Some Western companies regard China as a difficult place to do business but taking the time and trouble to understand the Chinese ways of doing business can be very rewarding. Find out more about trade opportunities and common business mistakes in our quick guide.
Why Select the China Market?
- China’s 1.38 billion people make up 18.72% of world population. They purchased £15 billion of British goods, scrap, and raw materials during 2015. With £3 billion of gold sales included, the record total for 2015 reached £18 billion.
- China claims 700 million people (or 20% of the world’s internet users, compared to UK’s 2%) have internet access.
- GDP growth dropped to 6.9% in 2015, with the 9% of 2011 a distant memory. Despite it being the lowest for 25 years, it compares favourably with other markets such as the EU, where 2 or 3% growth is classed as “good”. USD GDP per person in 2015 was $8659, but — based on PPP (purchasing power per person) in local currency — China ranked No 1 ahead of the USA in 2015.
- One of the world’s top 10 largest economies, China continues to invest in massive infrastructure developments and export opportunities exist for foreign business, particularly in the energy, telecommunications and transport industries.

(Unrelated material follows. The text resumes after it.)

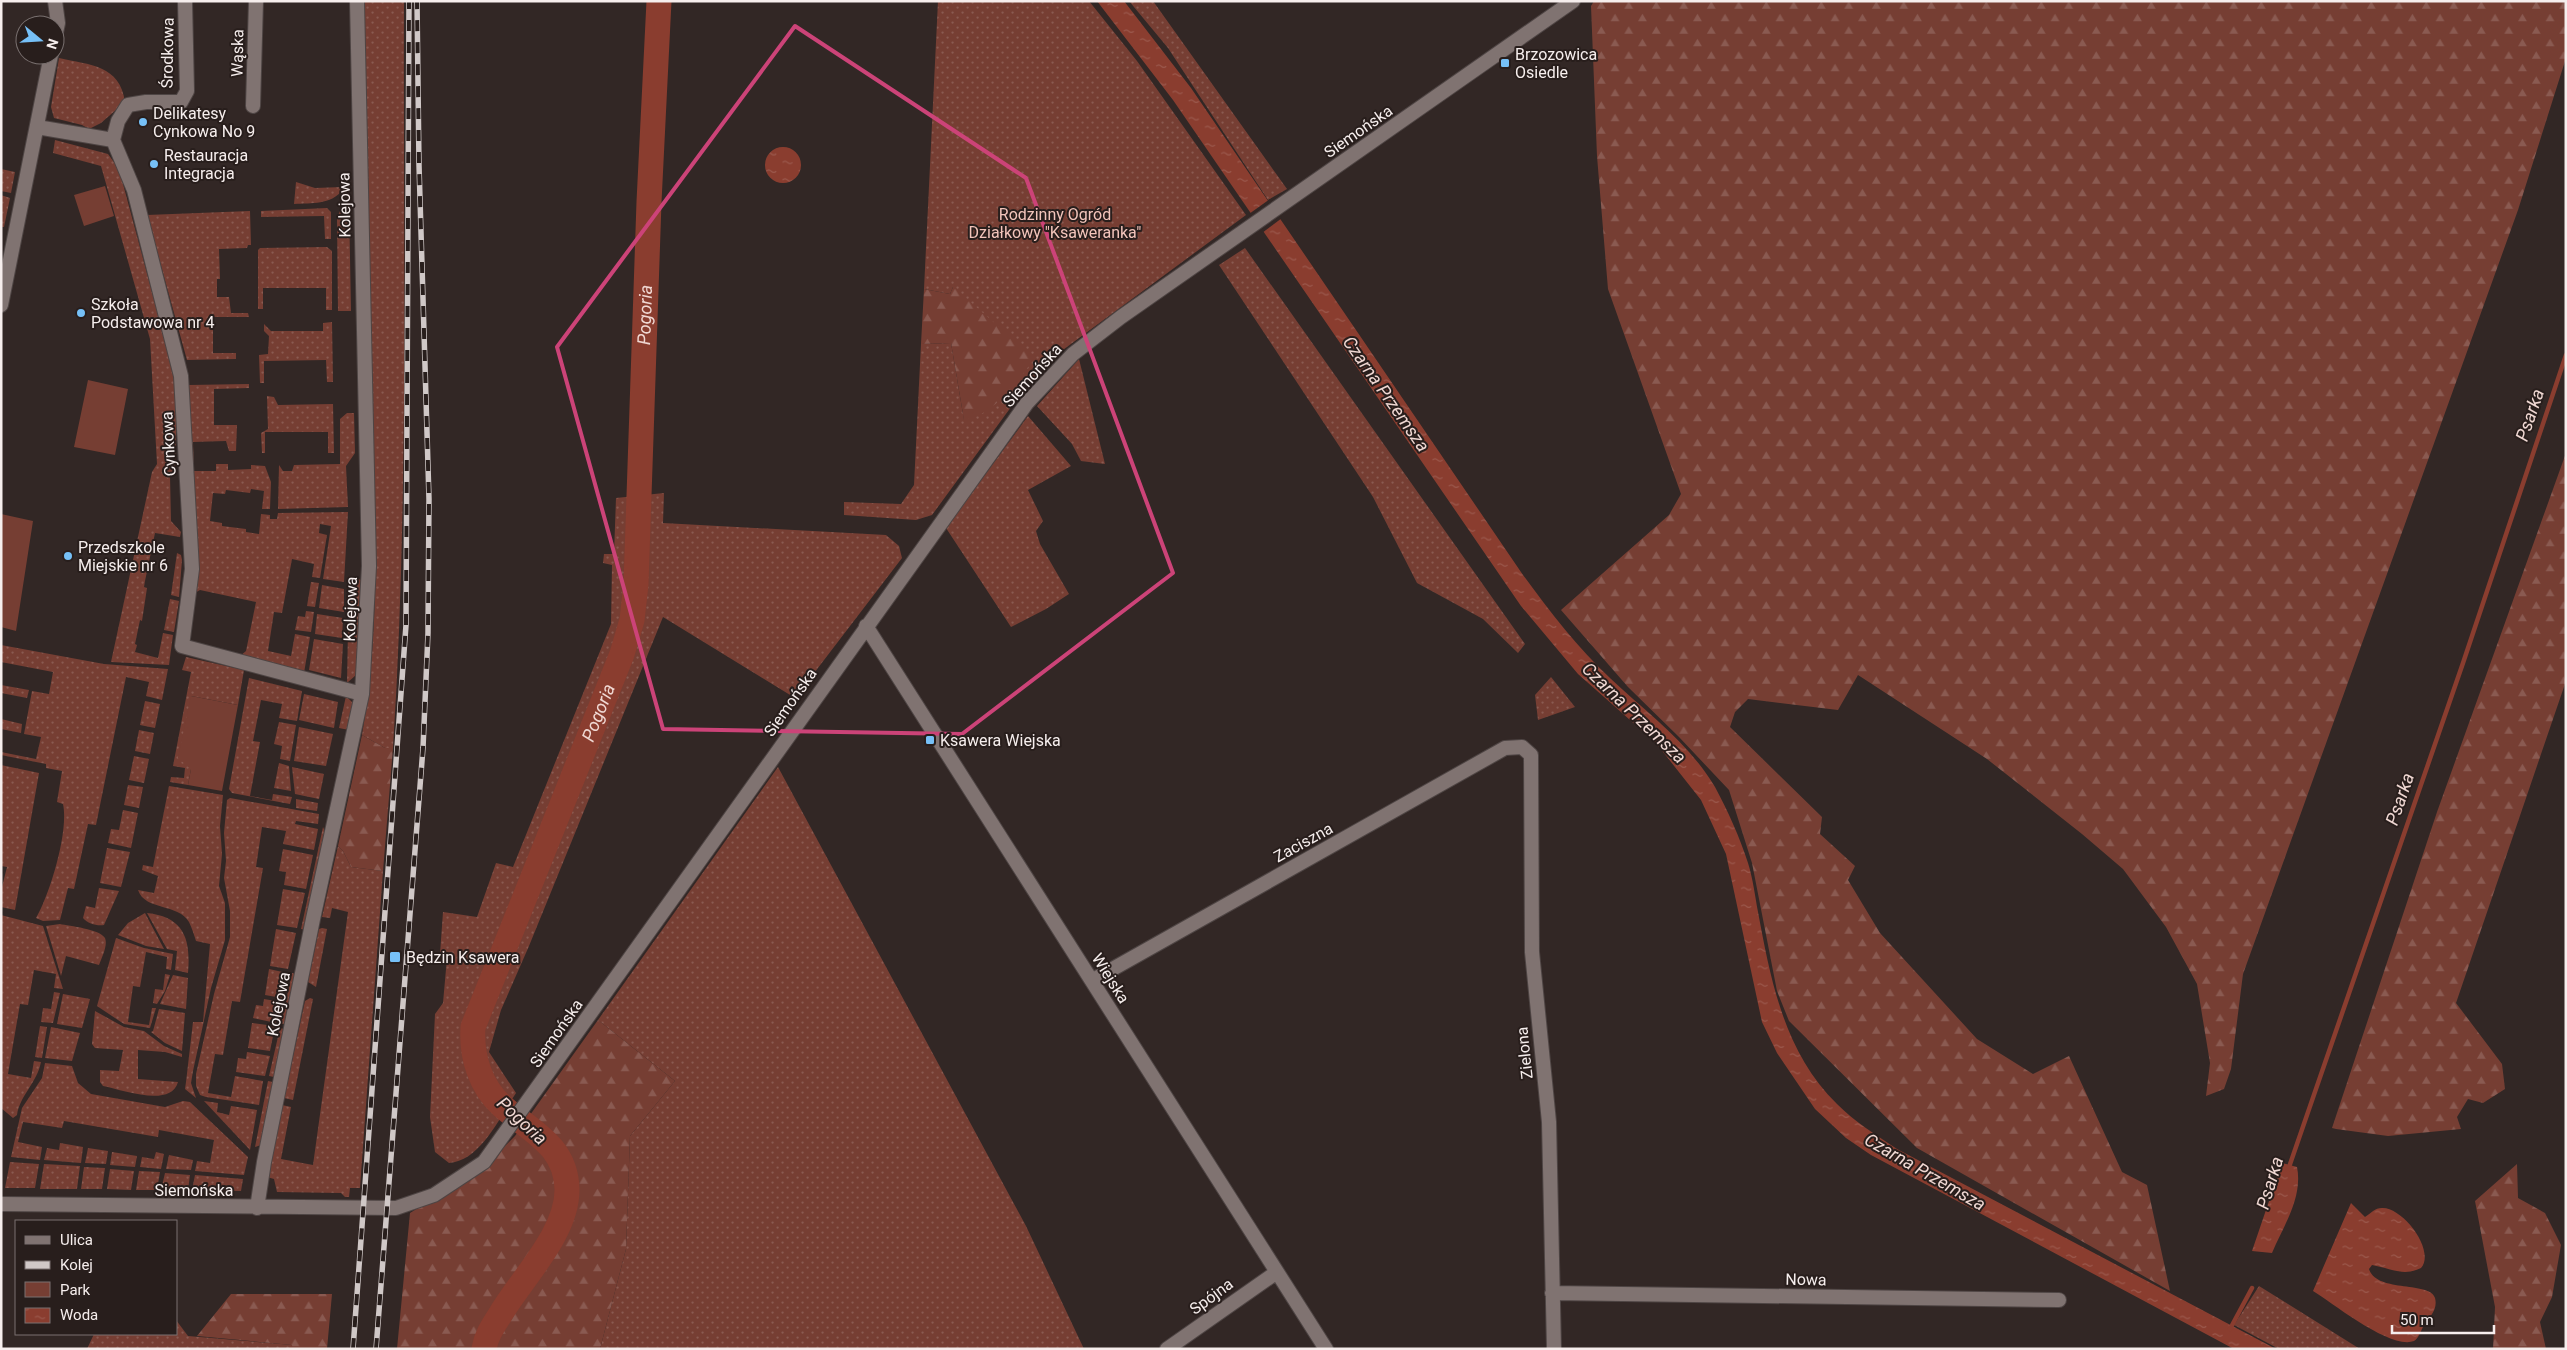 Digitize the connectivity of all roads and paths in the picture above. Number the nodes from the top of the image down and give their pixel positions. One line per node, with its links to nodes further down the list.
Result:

According to China trade experts, some UK companies make their first big mistake even before leaving the UK for China, because they fail to take action on supplier or distributor/partner due diligence in advance. After arrival in China it is often too late. A common misperception is that corporate due diligence information is harder in China to obtain than in the UK when, in fact, surprisingly it is easier in China where much is obtainable quickly. UK firms need to protect their intellectual property (IP) before they leave the UK, otherwise over-zealous or unscrupulous prospective China partners may register the UK firm’s IP and trademarks in advance to gain bargaining power.
Another mistake we see is the UK partner selecting a China partner of the wrong scale — either too big or too small with mismatches in aspirations and resources. Money is worth four times more in China, measured by purchasing power, so in negotiations expect your prospective partner to behave very carefully with money.
UK exporters can fail on standards compliance: order qualifiers. To succeed in China, UK companies need to invest resource both in time and money. Products need to be market ready and in many cases this means an investment in compliance which is not an option but a must. It is in our opinion pointless exhibiting non-compliant product on a UK Pavilion because, despite the usual massive levels of interest, when the answer is “no” to the key question of “Is your product compliant?” Chinese buyers simply move on to someone who can say yes!